--- Work instruction ---
In the entries below, how many lines contain the word "name"? State the number and nothing more.

--- Source records ---
============================================================

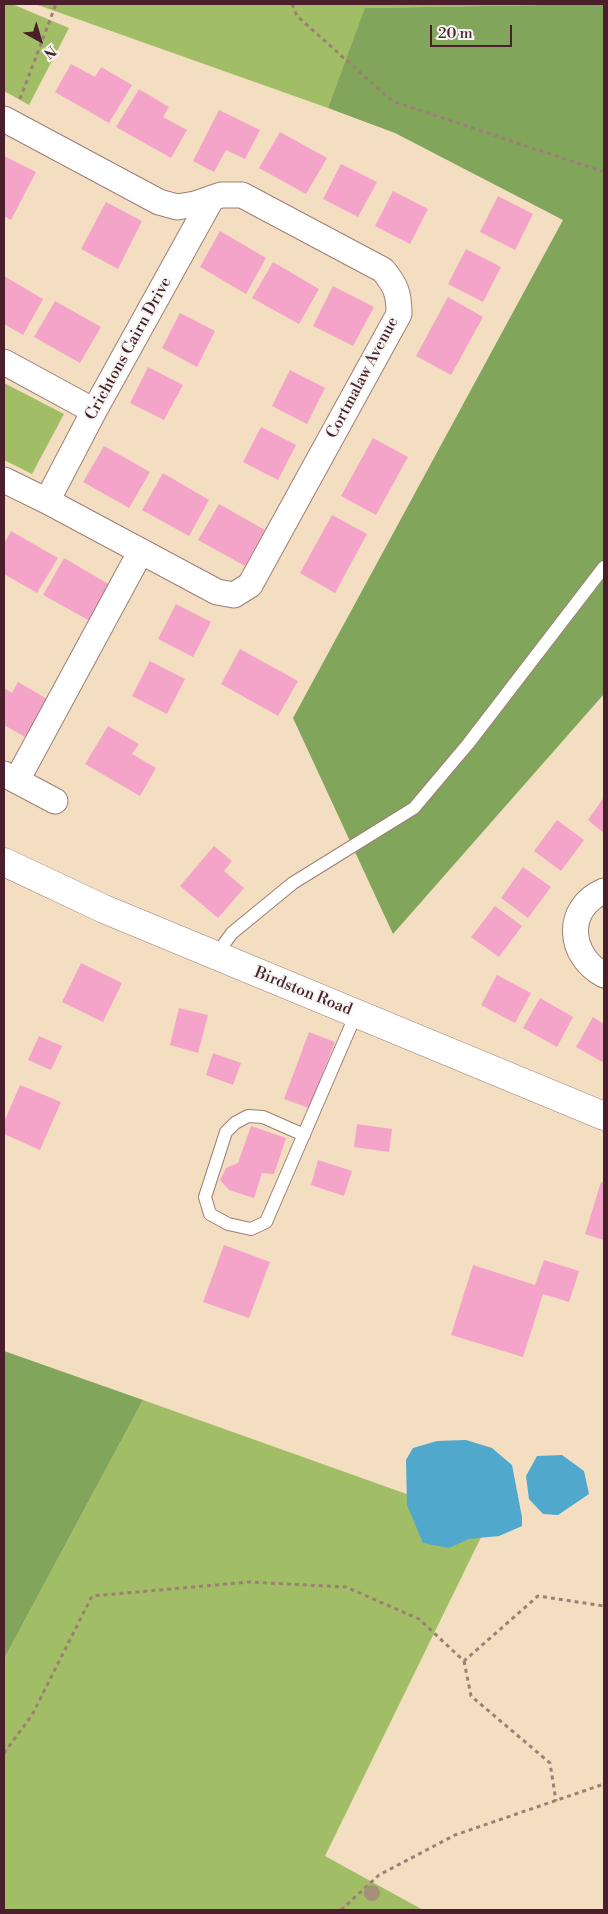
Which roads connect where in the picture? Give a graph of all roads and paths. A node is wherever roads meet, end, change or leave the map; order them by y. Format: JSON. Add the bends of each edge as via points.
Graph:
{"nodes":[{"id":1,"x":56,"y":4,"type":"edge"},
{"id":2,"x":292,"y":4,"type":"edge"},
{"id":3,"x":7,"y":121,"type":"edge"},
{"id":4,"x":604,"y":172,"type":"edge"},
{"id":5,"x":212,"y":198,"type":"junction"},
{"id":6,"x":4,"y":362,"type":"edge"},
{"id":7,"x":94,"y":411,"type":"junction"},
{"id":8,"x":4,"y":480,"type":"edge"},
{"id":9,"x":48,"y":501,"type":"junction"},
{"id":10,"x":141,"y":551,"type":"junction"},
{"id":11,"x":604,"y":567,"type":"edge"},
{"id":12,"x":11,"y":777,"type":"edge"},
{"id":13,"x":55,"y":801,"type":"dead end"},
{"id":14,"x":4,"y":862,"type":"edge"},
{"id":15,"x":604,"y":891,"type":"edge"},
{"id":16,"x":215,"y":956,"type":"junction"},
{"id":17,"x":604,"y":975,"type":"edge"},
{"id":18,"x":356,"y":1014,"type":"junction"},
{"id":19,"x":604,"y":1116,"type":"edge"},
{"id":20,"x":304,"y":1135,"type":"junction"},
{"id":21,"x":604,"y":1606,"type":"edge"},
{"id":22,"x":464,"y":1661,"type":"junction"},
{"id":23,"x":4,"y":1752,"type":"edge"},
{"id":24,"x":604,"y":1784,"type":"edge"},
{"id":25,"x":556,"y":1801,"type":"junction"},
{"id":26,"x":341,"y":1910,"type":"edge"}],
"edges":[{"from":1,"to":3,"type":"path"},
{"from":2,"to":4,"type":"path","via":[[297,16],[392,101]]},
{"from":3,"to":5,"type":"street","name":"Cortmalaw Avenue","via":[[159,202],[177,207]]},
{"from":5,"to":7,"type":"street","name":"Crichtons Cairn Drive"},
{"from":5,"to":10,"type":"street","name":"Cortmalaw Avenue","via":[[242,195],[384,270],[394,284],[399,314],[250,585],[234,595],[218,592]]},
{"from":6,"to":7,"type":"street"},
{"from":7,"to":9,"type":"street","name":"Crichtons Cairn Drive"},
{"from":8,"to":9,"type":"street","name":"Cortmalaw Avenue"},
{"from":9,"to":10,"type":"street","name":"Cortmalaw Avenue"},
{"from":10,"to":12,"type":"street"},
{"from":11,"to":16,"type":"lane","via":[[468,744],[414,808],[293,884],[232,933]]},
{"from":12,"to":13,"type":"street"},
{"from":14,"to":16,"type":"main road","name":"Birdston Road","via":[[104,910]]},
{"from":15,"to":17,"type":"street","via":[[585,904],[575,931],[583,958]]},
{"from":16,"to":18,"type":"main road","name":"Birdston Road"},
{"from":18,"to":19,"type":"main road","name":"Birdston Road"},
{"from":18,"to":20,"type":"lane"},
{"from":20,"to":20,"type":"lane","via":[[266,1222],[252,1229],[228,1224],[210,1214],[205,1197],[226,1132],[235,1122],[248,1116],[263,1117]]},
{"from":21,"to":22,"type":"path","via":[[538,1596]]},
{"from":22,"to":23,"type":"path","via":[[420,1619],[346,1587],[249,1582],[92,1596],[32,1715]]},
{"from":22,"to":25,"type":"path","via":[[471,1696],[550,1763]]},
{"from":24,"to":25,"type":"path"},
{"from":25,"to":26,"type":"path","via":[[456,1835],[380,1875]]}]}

============================================================

--- Response to the task ---
9